Phostria cleodalis

Scientific classification
- Kingdom: Animalia
- Phylum: Arthropoda
- Clade: Pancrustacea
- Class: Insecta
- Order: Lepidoptera
- Family: Crambidae
- Genus: Phostria
- Species: P. cleodalis
- Binomial name: Phostria cleodalis Schaus, 1920

= Phostria cleodalis =

- Authority: Schaus, 1920

Species of moth

Phostria cleodalis is a moth in the family Crambidae. It was described by William Schaus in 1920. It is found in Bolivia.

== Description ==
The wingspan is about 29 mm. The wings are brown with a faint purplish tinge. The costal margin of the forewings is tinged with grey to the postmedial line, there is a faint brownish-white spot in the end of the cell, and one below cell, which is faintly darker edged.

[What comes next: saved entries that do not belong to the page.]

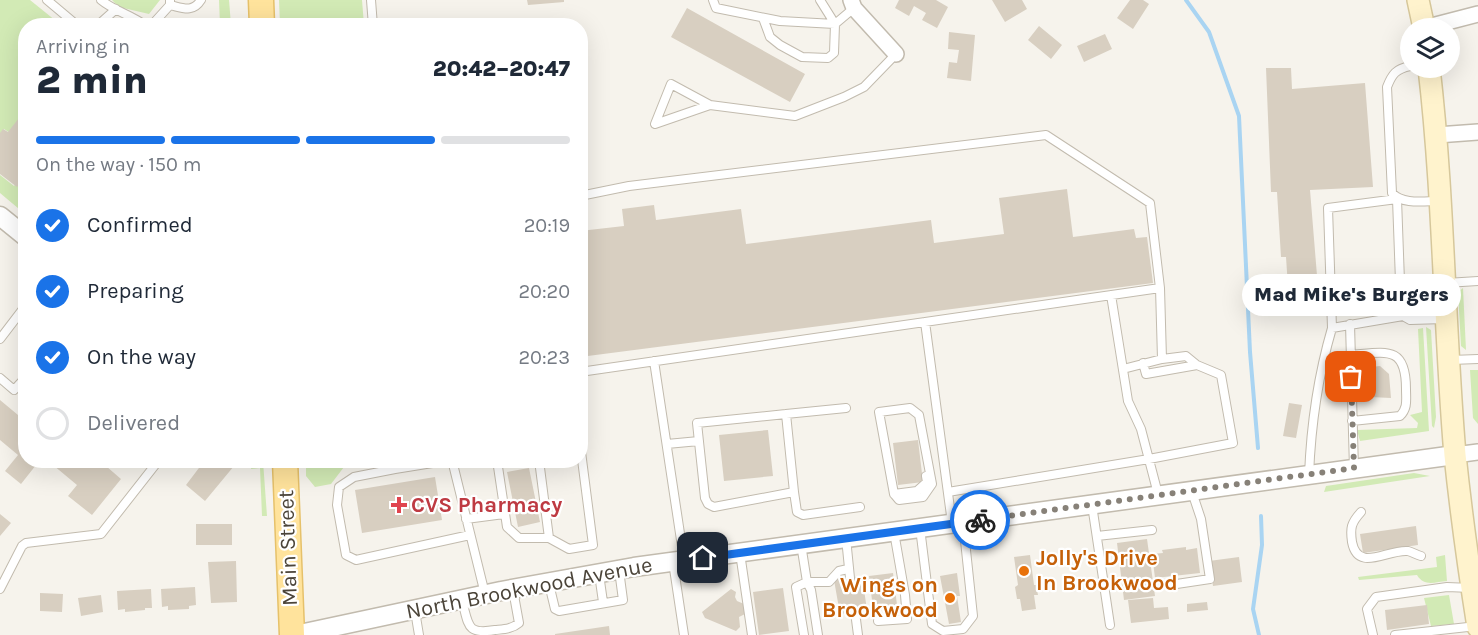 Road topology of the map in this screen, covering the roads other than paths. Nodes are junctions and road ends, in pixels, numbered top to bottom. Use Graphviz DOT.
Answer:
graph roads {
  1 [pos="47,0"];
  2 [pos="101,0"];
  3 [pos="201,0"];
  4 [pos="261,0"];
  5 [pos="371,0"];
  6 [pos="377,0"];
  7 [pos="713,0"];
  8 [pos="819,0"];
  9 [pos="1418,0"];
  10 [pos="170,2"];
  11 [pos="853,4"];
  12 [pos="116,9"];
  13 [pos="1478,14"];
  14 [pos="68,18"];
  15 [pos="106,18"];
  16 [pos="135,18"];
  17 [pos="155,18"];
  18 [pos="262,18"];
  19 [pos="372,18"];
  20 [pos="763,18"];
  21 [pos="1422,18"];
  22 [pos="1460,19"];
  23 [pos="835,24"];
  24 [pos="896,54"];
  25 [pos="1400,69"];
  26 [pos="1430,78"];
  27 [pos="710,105"];
  28 [pos="1478,132"];
  29 [pos="1437,135"];
  30 [pos="588,194"];
  31 [pos="1397,199"];
  32 [pos="1440,201"];
  33 [pos="0,216"];
  34 [pos="18,231"];
  35 [pos="1478,281"];
  36 [pos="1444,283"];
  37 [pos="1160,288"];
  38 [pos="1111,295"];
  39 [pos="18,316"];
  40 [pos="1403,316"];
  41 [pos="1447,319"];
  42 [pos="925,322"];
  43 [pos="1350,324"];
  44 [pos="1332,328"];
  45 [pos="0,339"];
  46 [pos="1351,355"];
  47 [pos="1162,359"];
  48 [pos="1478,359"];
  49 [pos="1450,360"];
  50 [pos="654,361"];
  51 [pos="1143,363"];
  52 [pos="1197,365"];
  53 [pos="1123,369"];
  54 [pos="588,371"];
  55 [pos="0,378"];
  56 [pos="18,386"];
  57 [pos="846,408"];
  58 [pos="786,414"];
  59 [pos="1352,421"];
  60 [pos="699,441"];
  61 [pos="667,444"];
  62 [pos="927,451"];
  63 [pos="1478,452"];
  64 [pos="1455,455"];
  65 [pos="1149,459"];
  66 [pos="153,468"];
  67 [pos="285,468"];
  68 [pos="384,468"];
  69 [pos="454,468"];
  70 [pos="499,468"];
  71 [pos="540,468"];
  72 [pos="583,468"];
  73 [pos="1354,468"];
  74 [pos="1309,474"];
  75 [pos="1191,491"];
  76 [pos="794,492"];
  77 [pos="948,492"];
  78 [pos="1158,496"];
  79 [pos="1092,505"];
  80 [pos="860,507"];
  81 [pos="1361,512"];
  82 [pos="504,514"];
  83 [pos="466,519"];
  84 [pos="958,523"];
  85 [pos="920,528"];
  86 [pos="1152,530"];
  87 [pos="894,532"];
  88 [pos="470,536"];
  89 [pos="1097,536"];
  90 [pos="549,538"];
  91 [pos="846,538"];
  92 [pos="801,544"];
  93 [pos="740,553"];
  94 [pos="1421,556"];
  95 [pos="679,561"];
  96 [pos="619,570"];
  97 [pos="599,574"];
  98 [pos="549,582"];
  99 [pos="807,582"];
  100 [pos="1170,585"];
  101 [pos="1475,588"];
  102 [pos="0,589"];
  103 [pos="513,589"];
  104 [pos="485,594"];
  105 [pos="461,599"];
  106 [pos="603,603"];
  107 [pos="415,609"];
  108 [pos="855,612"];
  109 [pos="878,621"];
  110 [pos="1110,626"];
  111 [pos="1478,626"];
  112 [pos="473,633"];
  113 [pos="294,635"];
  114 [pos="419,635"];
  115 [pos="684,635"];
  116 [pos="752,635"];
  117 [pos="804,635"];
  118 [pos="818,635"];
  119 [pos="858,635"];
  120 [pos="1373,635"];
  121 [pos="1395,635"];
  1 -- 14 [label="lane"];
  2 -- 12 [label="lane"];
  3 -- 10 [label="lane"];
  4 -- 18 [label="main road"];
  5 -- 6 [label="lane"];
  5 -- 19 [label="lane"];
  7 -- 20 [label="lane"];
  8 -- 23 [label="lane"];
  9 -- 21 [label="main road"];
  10 -- 17 [label="lane"];
  11 -- 23 [label="lane"];
  11 -- 24 [label="street"];
  12 -- 15 [label="lane"];
  12 -- 16 [label="lane"];
  13 -- 22 [label="street"];
  20 -- 23 [label="lane"];
  20 -- 23 [label="lane"];
  24 -- 27 [label="lane"];
  25 -- 31 [label="lane"];
  26 -- 29 [label="main road"];
  27 -- 27 [label="lane"];
  28 -- 29 [label="street"];
  29 -- 32 [label="main road"];
  30 -- 37 [label="lane"];
  31 -- 32 [label="lane"];
  31 -- 40 [label="lane"];
  31 -- 44 [label="lane"];
  32 -- 36 [label="main road"];
  33 -- 34 [label="street"];
  35 -- 36 [label="lane"];
  36 -- 41 [label="main road"];
  37 -- 38 [label="lane"];
  37 -- 47 [label="lane"];
  38 -- 42 [label="lane"];
  38 -- 53 [label="lane"];
  39 -- 45 [label="lane"];
  40 -- 41 [label="lane"];
  40 -- 43 [label="lane"];
  41 -- 49 [label="main road"];
  42 -- 50 [label="lane"];
  42 -- 77 [label="lane"];
  43 -- 44 [label="lane"];
  43 -- 46 [label="lane"];
  44 -- 74 [label="lane"];
  46 -- 59 [label="lane"];
  46 -- 59 [label="lane"];
  47 -- 51 [label="lane"];
  47 -- 52 [label="lane"];
  48 -- 49 [label="lane"];
  49 -- 64 [label="main road"];
  50 -- 54 [label="lane"];
  50 -- 61 [label="lane"];
  51 -- 52 [label="lane"];
  51 -- 53 [label="lane"];
  52 -- 65 [label="lane"];
  53 -- 65 [label="lane"];
  55 -- 56 [label="lane"];
  57 -- 58 [label="lane"];
  58 -- 60 [label="lane"];
  58 -- 76 [label="lane"];
  59 -- 73 [label="lane"];
  60 -- 61 [label="lane"];
  60 -- 76 [label="lane"];
  61 -- 95 [label="lane"];
  62 -- 62 [label="lane"];
  63 -- 64 [label="street, North Brookwood Avenue"];
  64 -- 73 [label="street, North Brookwood Avenue"];
  64 -- 101 [label="main road"];
  65 -- 77 [label="lane"];
  65 -- 78 [label="lane"];
  66 -- 102 [label="lane"];
  67 -- 113 [label="main road, Main Street"];
  68 -- 88 [label="lane"];
  69 -- 83 [label="lane"];
  70 -- 82 [label="lane"];
  71 -- 90 [label="lane"];
  72 -- 90 [label="lane"];
  73 -- 74 [label="street, North Brookwood Avenue"];
  74 -- 75 [label="street, North Brookwood Avenue"];
  75 -- 78 [label="street, North Brookwood Avenue"];
  75 -- 100 [label="lane"];
  76 -- 80 [label="lane"];
  77 -- 84 [label="lane"];
  78 -- 79 [label="street, North Brookwood Avenue"];
  79 -- 84 [label="street, North Brookwood Avenue"];
  79 -- 89 [label="lane"];
  81 -- 94 [label="lane"];
  82 -- 83 [label="lane"];
  82 -- 90 [label="lane"];
  83 -- 88 [label="lane"];
  84 -- 85 [label="street, North Brookwood Avenue"];
  84 -- 85 [label="lane"];
  85 -- 87 [label="street, North Brookwood Avenue"];
  86 -- 89 [label="lane"];
  87 -- 91 [label="street, North Brookwood Avenue"];
  87 -- 109 [label="lane"];
  88 -- 104 [label="lane"];
  89 -- 110 [label="lane"];
  91 -- 92 [label="street, North Brookwood Avenue"];
  91 -- 99 [label="lane"];
  92 -- 93 [label="street, North Brookwood Avenue"];
  92 -- 99 [label="lane"];
  93 -- 95 [label="street, North Brookwood Avenue"];
  93 -- 116 [label="lane"];
  95 -- 96 [label="street, North Brookwood Avenue"];
  95 -- 115 [label="lane"];
  96 -- 97 [label="street, North Brookwood Avenue"];
  96 -- 106 [label="lane"];
  97 -- 98 [label="street, North Brookwood Avenue"];
  97 -- 106 [label="lane"];
  98 -- 103 [label="street, North Brookwood Avenue"];
  98 -- 106 [label="lane"];
  99 -- 117 [label="lane"];
  99 -- 118 [label="lane"];
  101 -- 111 [label="main road"];
  101 -- 120 [label="lane"];
  103 -- 104 [label="street, North Brookwood Avenue"];
  103 -- 112 [label="lane"];
  104 -- 105 [label="street, North Brookwood Avenue"];
  105 -- 107 [label="street, North Brookwood Avenue"];
  105 -- 112 [label="lane"];
  107 -- 113 [label="street, North Brookwood Avenue"];
  107 -- 114 [label="lane"];
  108 -- 119 [label="lane"];
  111 -- 121 [label="lane"];
} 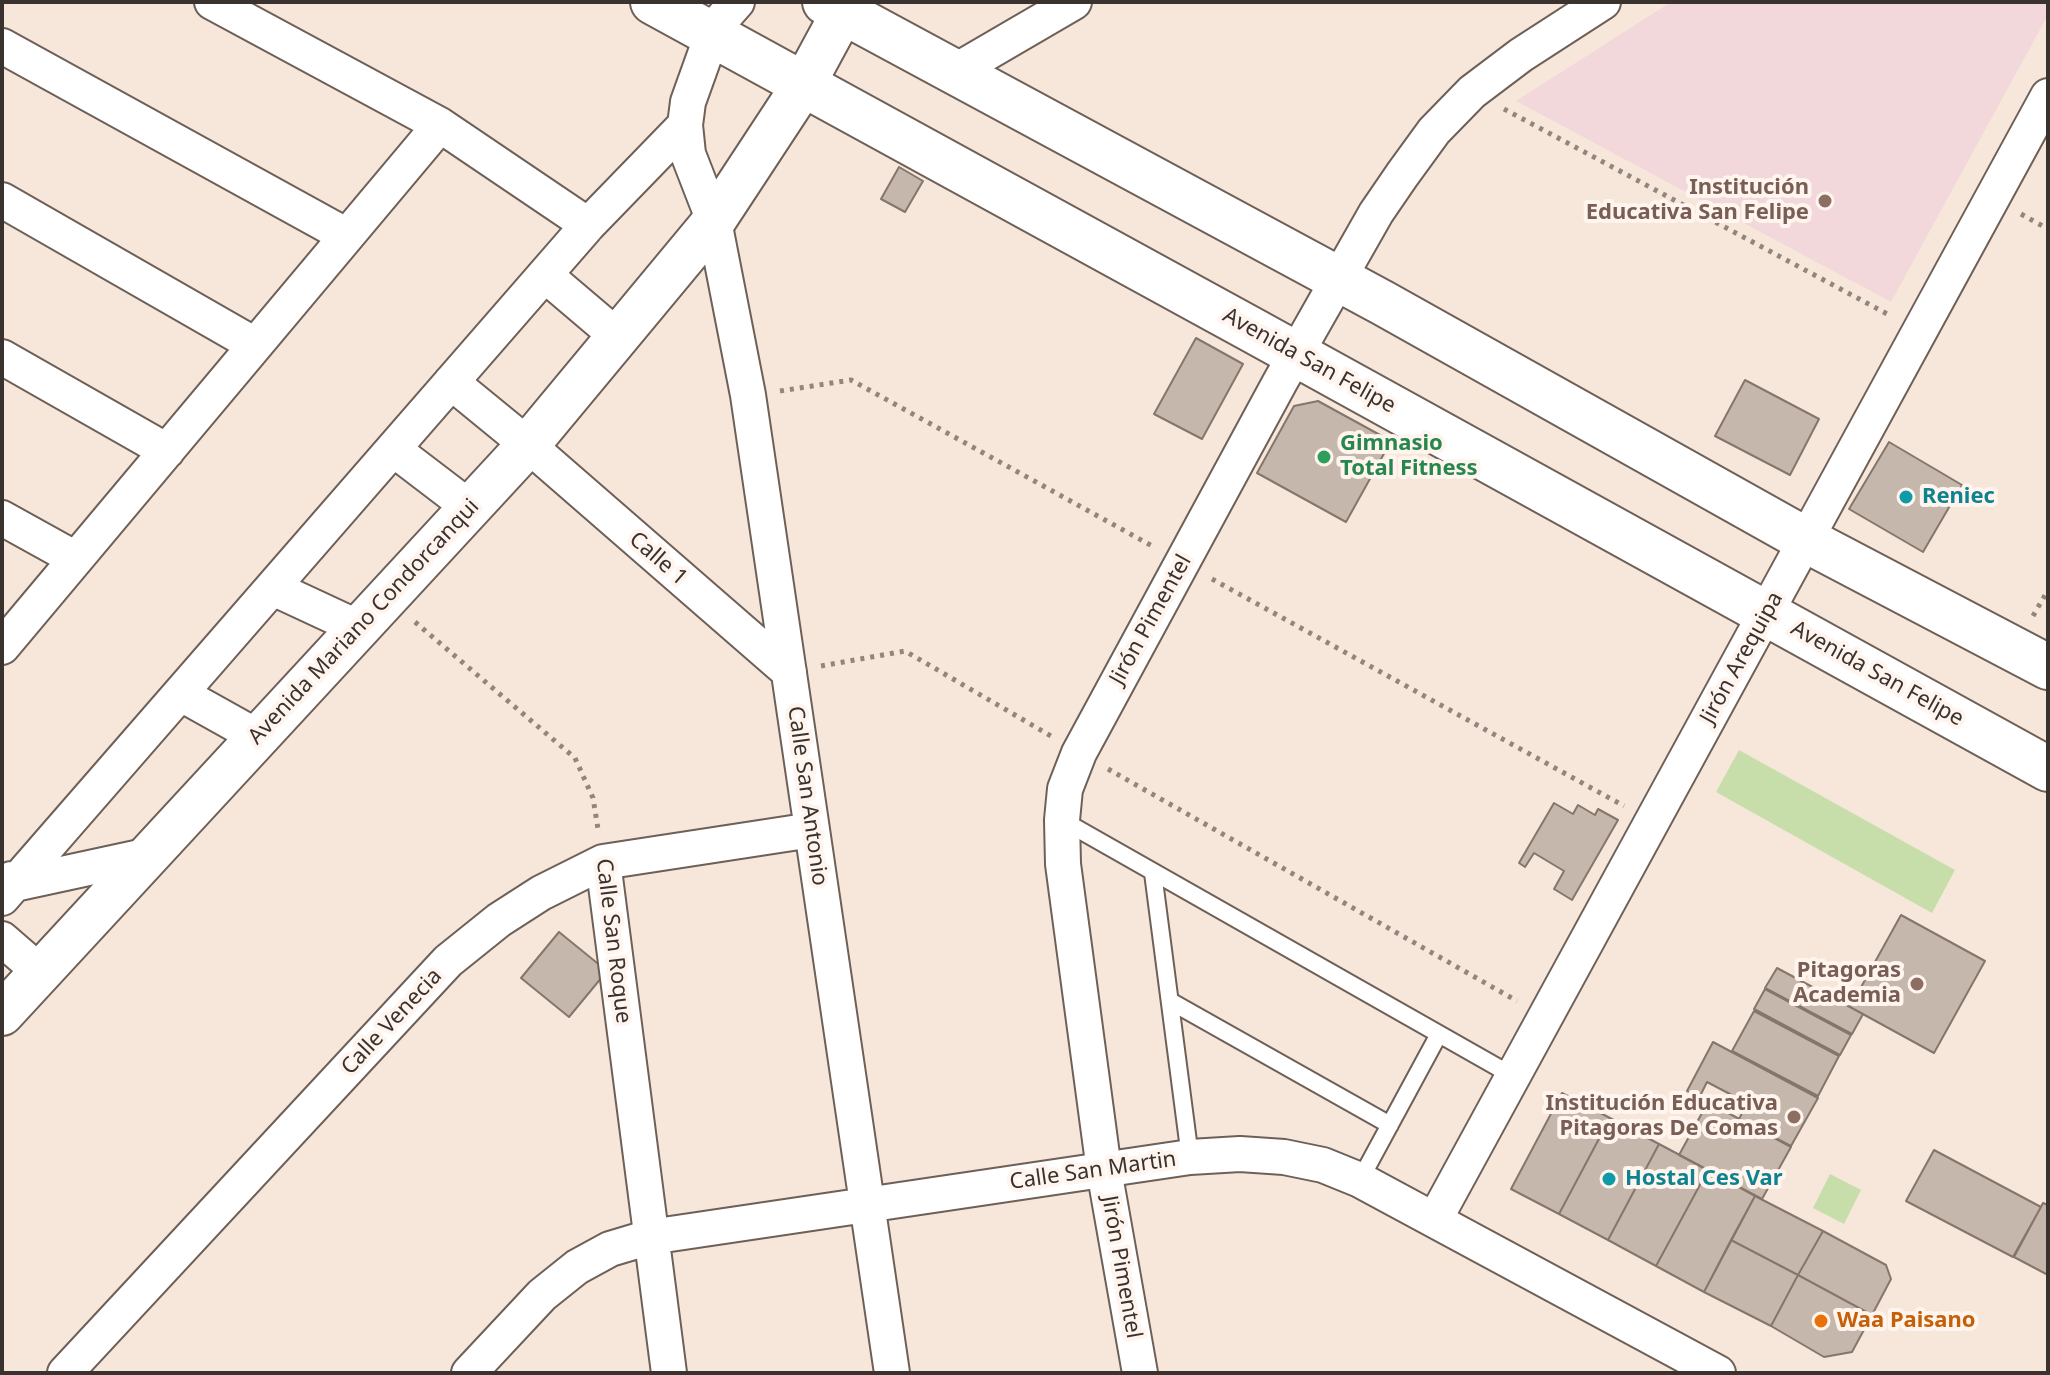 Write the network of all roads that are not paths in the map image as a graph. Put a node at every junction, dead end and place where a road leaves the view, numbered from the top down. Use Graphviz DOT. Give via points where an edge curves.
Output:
graph roads {
  1 [pos="212,2"];
  2 [pos="653,2"];
  3 [pos="1074,2"];
  4 [pos="1603,2"];
  5 [pos="834,7"];
  6 [pos="714,13"];
  7 [pos="2,46"];
  8 [pos="954,72"];
  9 [pos="804,84"];
  10 [pos="2048,96"];
  11 [pos="440,125"];
  12 [pos="685,125"];
  13 [pos="2,200"];
  14 [pos="714,221"];
  15 [pos="588,225"];
  16 [pos="347,236"];
  17 [pos="545,275"];
  18 [pos="1338,279"];
  19 [pos="618,337"];
  20 [pos="255,345"];
  21 [pos="1296,354"];
  22 [pos="2,357"];
  23 [pos="451,382"];
  24 [pos="528,445"];
  25 [pos="393,449"];
  26 [pos="167,451"];
  27 [pos="469,507"];
  28 [pos="2,518"];
  29 [pos="1806,540"];
  30 [pos="76,559"];
  31 [pos="273,588"];
  32 [pos="1767,613"];
  33 [pos="359,628"];
  34 [pos="2,647"];
  35 [pos="2048,667"];
  36 [pos="789,672"];
  37 [pos="181,694"];
  38 [pos="258,737"];
  39 [pos="2048,769"];
  40 [pos="1062,820"];
  41 [pos="812,830"];
  42 [pos="149,855"];
  43 [pos="603,862"];
  44 [pos="1153,873"];
  45 [pos="6,884"];
  46 [pos="2,939"];
  47 [pos="40,972"];
  48 [pos="1170,1001"];
  49 [pos="2,1014"];
  50 [pos="1439,1034"];
  51 [pos="1513,1076"];
  52 [pos="1390,1125"];
  53 [pos="1190,1157"];
  54 [pos="1104,1170"];
  55 [pos="1360,1180"];
  56 [pos="867,1205"];
  57 [pos="1435,1219"];
  58 [pos="650,1237"];
  59 [pos="65,1373"];
  60 [pos="469,1373"];
  61 [pos="669,1373"];
  62 [pos="892,1373"];
  63 [pos="1140,1373"];
  64 [pos="1718,1373"];
  1 -- 11 [label="street"];
  2 -- 6 [label="main road, Avenida San Felipe"];
  3 -- 8 [label="street"];
  4 -- 18 [label="street, Jirón Pimentel" via="1472,92 1434,131 1376,213"];
  5 -- 8 [label="main road"];
  5 -- 9 [label="street, Avenida Mariano Condorcanqui"];
  6 -- 9 [label="main road, Avenida San Felipe"];
  6 -- 12 [label="street"];
  7 -- 16 [label="street"];
  8 -- 18 [label="main road"];
  9 -- 14 [label="street, Avenida Mariano Condorcanqui"];
  9 -- 21 [label="main road, Avenida San Felipe"];
  10 -- 29 [label="street, Jirón Arequipa"];
  11 -- 15 [label="street"];
  11 -- 16 [label="street"];
  12 -- 14 [label="street" via="688,154"];
  12 -- 15 [label="street"];
  13 -- 20 [label="street"];
  14 -- 19 [label="street, Avenida Mariano Condorcanqui"];
  14 -- 36 [label="street, Calle San Antonio" via="748,395"];
  15 -- 17 [label="street"];
  16 -- 20 [label="street"];
  17 -- 19 [label="street"];
  17 -- 23 [label="street"];
  18 -- 21 [label="street, Jirón Pimentel"];
  18 -- 29 [label="main road"];
  19 -- 24 [label="street, Avenida Mariano Condorcanqui"];
  20 -- 26 [label="street"];
  21 -- 32 [label="main road, Avenida San Felipe"];
  21 -- 40 [label="street, Jirón Pimentel" via="1079,753 1065,789"];
  22 -- 26 [label="street"];
  23 -- 24 [label="street, Calle 1"];
  23 -- 25 [label="street"];
  24 -- 27 [label="street, Avenida Mariano Condorcanqui"];
  24 -- 36 [label="street, Calle 1"];
  25 -- 27 [label="street"];
  25 -- 31 [label="street"];
  26 -- 30 [label="street"];
  27 -- 33 [label="street, Avenida Mariano Condorcanqui"];
  28 -- 30 [label="street"];
  29 -- 32 [label="street, Jirón Arequipa"];
  29 -- 35 [label="main road"];
  30 -- 34 [label="street"];
  31 -- 33 [label="street"];
  31 -- 37 [label="street"];
  32 -- 39 [label="main road, Avenida San Felipe"];
  32 -- 51 [label="street, Jirón Arequipa"];
  33 -- 38 [label="street, Avenida Mariano Condorcanqui"];
  36 -- 41 [label="street, Calle San Antonio"];
  37 -- 38 [label="street"];
  37 -- 45 [label="street"];
  38 -- 42 [label="street, Avenida Mariano Condorcanqui"];
  40 -- 44 [label="lane"];
  40 -- 54 [label="street, Jirón Pimentel" via="1063,864"];
  41 -- 43 [label="street, Calle Venecia"];
  41 -- 56 [label="street, Calle San Antonio"];
  42 -- 45 [label="street"];
  42 -- 47 [label="street, Avenida Mariano Condorcanqui"];
  43 -- 58 [label="street, Calle San Roque"];
  43 -- 59 [label="street, Calle Venecia" via="541,893 448,961"];
  44 -- 48 [label="lane"];
  44 -- 50 [label="lane"];
  46 -- 47 [label="street"];
  47 -- 49 [label="street, Avenida Mariano Condorcanqui"];
  48 -- 52 [label="lane"];
  48 -- 53 [label="lane"];
  50 -- 51 [label="lane"];
  50 -- 52 [label="lane"];
  51 -- 57 [label="street, Jirón Arequipa"];
  52 -- 55 [label="lane"];
  53 -- 54 [label="street, Calle San Martin"];
  53 -- 55 [label="street, Calle San Martin" via="1284,1157"];
  54 -- 56 [label="street, Calle San Martin"];
  54 -- 63 [label="street, Jirón Pimentel"];
  55 -- 57 [label="street, Calle San Martin"];
  56 -- 58 [label="street, Calle San Martin"];
  56 -- 62 [label="street, Calle San Antonio"];
  57 -- 64 [label="street, Calle San Martin"];
  58 -- 60 [label="street, Calle San Martin" via="610,1249 577,1267 542,1295"];
  58 -- 61 [label="street, Calle San Roque"];
}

An outbent pale line is found on the discocellular, edged with darker brown lines and followed by a semihyaline white spot from veins 5-6, and a smaller spot above vein 6. Three similar spots are found from vein 5 to vein 2. The hindwings have faint hyaline spots in and beyond the cell and streaks on the interspaces below the cell to the inner margin on either side of the faint postmedial line. There is a dark streak on the discocellular.